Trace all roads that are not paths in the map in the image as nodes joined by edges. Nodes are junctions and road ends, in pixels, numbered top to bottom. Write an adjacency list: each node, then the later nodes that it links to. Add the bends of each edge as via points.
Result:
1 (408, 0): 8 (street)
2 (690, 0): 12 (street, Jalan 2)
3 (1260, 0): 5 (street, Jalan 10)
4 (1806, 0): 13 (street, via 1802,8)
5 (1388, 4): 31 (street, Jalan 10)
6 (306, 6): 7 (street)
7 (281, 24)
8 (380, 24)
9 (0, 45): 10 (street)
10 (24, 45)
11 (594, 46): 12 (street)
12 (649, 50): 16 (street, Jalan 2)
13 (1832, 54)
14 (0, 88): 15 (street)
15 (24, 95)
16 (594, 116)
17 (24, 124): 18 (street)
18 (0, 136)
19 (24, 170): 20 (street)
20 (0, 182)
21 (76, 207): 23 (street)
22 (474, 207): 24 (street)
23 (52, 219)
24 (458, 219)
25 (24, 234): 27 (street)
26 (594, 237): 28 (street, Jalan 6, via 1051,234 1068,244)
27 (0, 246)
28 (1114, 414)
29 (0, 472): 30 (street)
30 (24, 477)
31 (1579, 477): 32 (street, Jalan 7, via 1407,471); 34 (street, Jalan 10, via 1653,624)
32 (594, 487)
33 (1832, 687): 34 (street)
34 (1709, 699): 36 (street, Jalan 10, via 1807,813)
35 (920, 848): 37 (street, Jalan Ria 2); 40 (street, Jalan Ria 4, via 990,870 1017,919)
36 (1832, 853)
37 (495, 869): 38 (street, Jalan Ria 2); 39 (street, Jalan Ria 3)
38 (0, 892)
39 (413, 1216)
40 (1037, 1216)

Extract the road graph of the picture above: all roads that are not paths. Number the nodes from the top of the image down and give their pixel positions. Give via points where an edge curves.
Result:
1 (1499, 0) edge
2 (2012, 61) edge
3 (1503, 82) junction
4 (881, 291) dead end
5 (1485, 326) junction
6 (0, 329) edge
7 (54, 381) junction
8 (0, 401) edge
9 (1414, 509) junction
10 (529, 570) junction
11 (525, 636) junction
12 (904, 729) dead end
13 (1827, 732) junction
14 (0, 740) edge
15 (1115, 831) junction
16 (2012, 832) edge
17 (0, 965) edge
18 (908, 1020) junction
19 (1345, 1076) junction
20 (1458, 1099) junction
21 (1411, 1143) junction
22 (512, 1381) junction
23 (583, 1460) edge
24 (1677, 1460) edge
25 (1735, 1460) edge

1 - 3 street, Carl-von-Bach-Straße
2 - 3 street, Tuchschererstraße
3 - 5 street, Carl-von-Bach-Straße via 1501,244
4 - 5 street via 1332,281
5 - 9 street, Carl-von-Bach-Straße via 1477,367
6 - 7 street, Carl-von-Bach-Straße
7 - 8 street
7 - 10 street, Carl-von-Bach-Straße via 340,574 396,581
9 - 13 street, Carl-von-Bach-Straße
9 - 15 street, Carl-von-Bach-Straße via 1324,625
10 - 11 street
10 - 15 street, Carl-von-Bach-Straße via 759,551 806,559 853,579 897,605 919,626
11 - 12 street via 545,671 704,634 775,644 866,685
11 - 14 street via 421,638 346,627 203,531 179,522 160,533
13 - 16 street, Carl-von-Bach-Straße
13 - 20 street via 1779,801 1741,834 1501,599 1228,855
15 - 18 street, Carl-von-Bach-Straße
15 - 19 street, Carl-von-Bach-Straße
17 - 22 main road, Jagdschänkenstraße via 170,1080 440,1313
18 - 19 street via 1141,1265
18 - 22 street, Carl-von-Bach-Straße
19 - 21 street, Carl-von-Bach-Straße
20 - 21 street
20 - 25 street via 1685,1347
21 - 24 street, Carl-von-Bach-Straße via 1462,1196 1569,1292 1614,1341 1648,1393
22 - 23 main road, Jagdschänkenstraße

************

EXERCISE DIRECTIONS: For every line in the material, write out an exact copy.

ANSWER SECTION:
Trace all roads that are not paths in the map in the image as nodes joined by edges. Nodes are junctions and road ends, in pixels, numbered top to bottom. Write an adjacency list: each node, then the later nodes that it links to. Add the bends of each edge as via points.
Result:
1 (408, 0): 8 (street)
2 (690, 0): 12 (street, Jalan 2)
3 (1260, 0): 5 (street, Jalan 10)
4 (1806, 0): 13 (street, via 1802,8)
5 (1388, 4): 31 (street, Jalan 10)
6 (306, 6): 7 (street)
7 (281, 24)
8 (380, 24)
9 (0, 45): 10 (street)
10 (24, 45)
11 (594, 46): 12 (street)
12 (649, 50): 16 (street, Jalan 2)
13 (1832, 54)
14 (0, 88): 15 (street)
15 (24, 95)
16 (594, 116)
17 (24, 124): 18 (street)
18 (0, 136)
19 (24, 170): 20 (street)
20 (0, 182)
21 (76, 207): 23 (street)
22 (474, 207): 24 (street)
23 (52, 219)
24 (458, 219)
25 (24, 234): 27 (street)
26 (594, 237): 28 (street, Jalan 6, via 1051,234 1068,244)
27 (0, 246)
28 (1114, 414)
29 (0, 472): 30 (street)
30 (24, 477)
31 (1579, 477): 32 (street, Jalan 7, via 1407,471); 34 (street, Jalan 10, via 1653,624)
32 (594, 487)
33 (1832, 687): 34 (street)
34 (1709, 699): 36 (street, Jalan 10, via 1807,813)
35 (920, 848): 37 (street, Jalan Ria 2); 40 (street, Jalan Ria 4, via 990,870 1017,919)
36 (1832, 853)
37 (495, 869): 38 (street, Jalan Ria 2); 39 (street, Jalan Ria 3)
38 (0, 892)
39 (413, 1216)
40 (1037, 1216)

Extract the road graph of the picture above: all roads that are not paths. Number the nodes from the top of the image down and give their pixel positions. Give via points where an edge curves.
Result:
1 (1499, 0) edge
2 (2012, 61) edge
3 (1503, 82) junction
4 (881, 291) dead end
5 (1485, 326) junction
6 (0, 329) edge
7 (54, 381) junction
8 (0, 401) edge
9 (1414, 509) junction
10 (529, 570) junction
11 (525, 636) junction
12 (904, 729) dead end
13 (1827, 732) junction
14 (0, 740) edge
15 (1115, 831) junction
16 (2012, 832) edge
17 (0, 965) edge
18 (908, 1020) junction
19 (1345, 1076) junction
20 (1458, 1099) junction
21 (1411, 1143) junction
22 (512, 1381) junction
23 (583, 1460) edge
24 (1677, 1460) edge
25 (1735, 1460) edge

1 - 3 street, Carl-von-Bach-Straße
2 - 3 street, Tuchschererstraße
3 - 5 street, Carl-von-Bach-Straße via 1501,244
4 - 5 street via 1332,281
5 - 9 street, Carl-von-Bach-Straße via 1477,367
6 - 7 street, Carl-von-Bach-Straße
7 - 8 street
7 - 10 street, Carl-von-Bach-Straße via 340,574 396,581
9 - 13 street, Carl-von-Bach-Straße
9 - 15 street, Carl-von-Bach-Straße via 1324,625
10 - 11 street
10 - 15 street, Carl-von-Bach-Straße via 759,551 806,559 853,579 897,605 919,626
11 - 12 street via 545,671 704,634 775,644 866,685
11 - 14 street via 421,638 346,627 203,531 179,522 160,533
13 - 16 street, Carl-von-Bach-Straße
13 - 20 street via 1779,801 1741,834 1501,599 1228,855
15 - 18 street, Carl-von-Bach-Straße
15 - 19 street, Carl-von-Bach-Straße
17 - 22 main road, Jagdschänkenstraße via 170,1080 440,1313
18 - 19 street via 1141,1265
18 - 22 street, Carl-von-Bach-Straße
19 - 21 street, Carl-von-Bach-Straße
20 - 21 street
20 - 25 street via 1685,1347
21 - 24 street, Carl-von-Bach-Straße via 1462,1196 1569,1292 1614,1341 1648,1393
22 - 23 main road, Jagdschänkenstraße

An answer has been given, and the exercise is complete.